The U.S. District Court for the Southern District of New York, in Silverberg v. Board of Elections of the State of New York, refused to enjoin New York’s prohibition of ballot selfies, finding (internal citations omitted):
Plaintiffs’ important First Amendment rights must be reconciled with the cherished right to vote. Courts have held that an individual’s right to speech related to a political campaign must give way, for example, to a state-imposed restriction that prohibits campaigning within 100 feet of an entrance to a polling place.
At issue is N.Y. Elec. Law § 17-130(10), which provides that “[a]ny person who . . . [s]hows his ballot after it is prepared for voting, to any person so as to reveal the contents . . . is guilty of a misdemeanor.” The provision, enacted 126 years ago, was part of 19th century legislation popularly known as the Australian ballot reforms. The statute did not merely offer the voter the option of voting in secrecy, but mandated it, and for good reason. As Justice Blackmun noted in Burson, the nation had been plagued with voter bribery prompted by ballots that political parties “often printed with flamboyant colors, distinctive designs, and emblems so that they could be recognized at a distance.” The problem was not resolved by standardized ballots because “the vote buyer could simply place a ballot in the hands of the bribed voter and watch until he placed it in the polling box.”
Because of the statute, those who would engage in ballot policing, for the purpose of bribery or to enforce orthodoxy among members of a group, whether members of union, employees of a company, or members of a religious group, have longed been deprived of an essential tool for success. The absence of recent evidence of this kind of voter bribery or intimidation does not mean that the motivation to engage in such conduct no longer exists. Rather, it is consistent with the continued effectiveness of the New York statute.

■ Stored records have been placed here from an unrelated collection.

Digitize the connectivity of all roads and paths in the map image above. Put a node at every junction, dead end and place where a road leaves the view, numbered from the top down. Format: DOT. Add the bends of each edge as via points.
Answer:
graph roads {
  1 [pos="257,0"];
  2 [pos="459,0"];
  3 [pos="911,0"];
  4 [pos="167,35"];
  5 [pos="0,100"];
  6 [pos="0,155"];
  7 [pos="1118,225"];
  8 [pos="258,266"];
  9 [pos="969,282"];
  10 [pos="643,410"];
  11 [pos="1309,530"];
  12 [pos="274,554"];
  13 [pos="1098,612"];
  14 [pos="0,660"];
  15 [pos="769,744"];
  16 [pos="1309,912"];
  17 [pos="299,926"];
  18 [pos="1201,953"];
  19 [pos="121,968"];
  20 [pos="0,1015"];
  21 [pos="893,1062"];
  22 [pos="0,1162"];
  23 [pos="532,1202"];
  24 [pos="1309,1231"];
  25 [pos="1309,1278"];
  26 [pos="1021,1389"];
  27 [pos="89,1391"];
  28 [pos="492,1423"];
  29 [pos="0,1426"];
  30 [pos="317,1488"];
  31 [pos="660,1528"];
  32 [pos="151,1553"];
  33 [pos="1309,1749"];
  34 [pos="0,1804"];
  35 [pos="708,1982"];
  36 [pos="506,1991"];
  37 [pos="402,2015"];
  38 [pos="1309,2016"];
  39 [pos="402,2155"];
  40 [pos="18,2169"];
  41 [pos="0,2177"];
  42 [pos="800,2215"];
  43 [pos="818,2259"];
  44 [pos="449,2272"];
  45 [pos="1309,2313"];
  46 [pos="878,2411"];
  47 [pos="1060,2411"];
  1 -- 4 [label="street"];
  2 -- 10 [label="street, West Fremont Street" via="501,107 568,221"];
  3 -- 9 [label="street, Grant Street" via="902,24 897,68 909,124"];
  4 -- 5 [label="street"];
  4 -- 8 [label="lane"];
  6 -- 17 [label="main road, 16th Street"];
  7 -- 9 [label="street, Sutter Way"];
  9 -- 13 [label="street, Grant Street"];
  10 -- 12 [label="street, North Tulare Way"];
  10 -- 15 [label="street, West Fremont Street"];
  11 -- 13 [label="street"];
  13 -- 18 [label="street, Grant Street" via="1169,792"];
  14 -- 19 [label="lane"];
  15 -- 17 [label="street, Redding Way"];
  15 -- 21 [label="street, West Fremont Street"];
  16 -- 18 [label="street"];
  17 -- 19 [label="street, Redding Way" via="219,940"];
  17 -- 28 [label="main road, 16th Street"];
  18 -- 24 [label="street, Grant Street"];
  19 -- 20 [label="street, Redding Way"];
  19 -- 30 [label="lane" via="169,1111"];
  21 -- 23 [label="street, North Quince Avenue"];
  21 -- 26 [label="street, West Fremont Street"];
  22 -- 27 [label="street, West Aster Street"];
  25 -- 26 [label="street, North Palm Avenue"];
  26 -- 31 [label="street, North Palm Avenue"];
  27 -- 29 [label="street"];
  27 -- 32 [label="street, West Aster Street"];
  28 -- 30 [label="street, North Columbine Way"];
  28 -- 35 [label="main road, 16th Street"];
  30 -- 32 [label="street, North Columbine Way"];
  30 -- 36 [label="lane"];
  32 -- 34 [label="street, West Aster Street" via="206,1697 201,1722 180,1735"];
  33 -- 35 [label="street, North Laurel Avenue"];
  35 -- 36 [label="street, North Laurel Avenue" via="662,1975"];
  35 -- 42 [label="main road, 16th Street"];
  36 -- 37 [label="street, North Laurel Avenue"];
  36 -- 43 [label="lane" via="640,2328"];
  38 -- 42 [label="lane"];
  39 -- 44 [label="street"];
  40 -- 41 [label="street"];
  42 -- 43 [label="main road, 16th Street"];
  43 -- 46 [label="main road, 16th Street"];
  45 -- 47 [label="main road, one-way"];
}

This action was commenced 13 days before the presidential election, even though the statute has been on the books longer than anyone has been alive. Selfies and smartphone cameras have been prevalent since 2007. A last-minute, judicially-imposed change in the protocol at 5,300 polling places would be a recipe for delays and a disorderly election, as well- intentioned voters either took the perfectly posed selfie or struggled with their rarely-used smartphone camera. This would not be in the public interest, a hurdle that all preliminary injunctions must cross.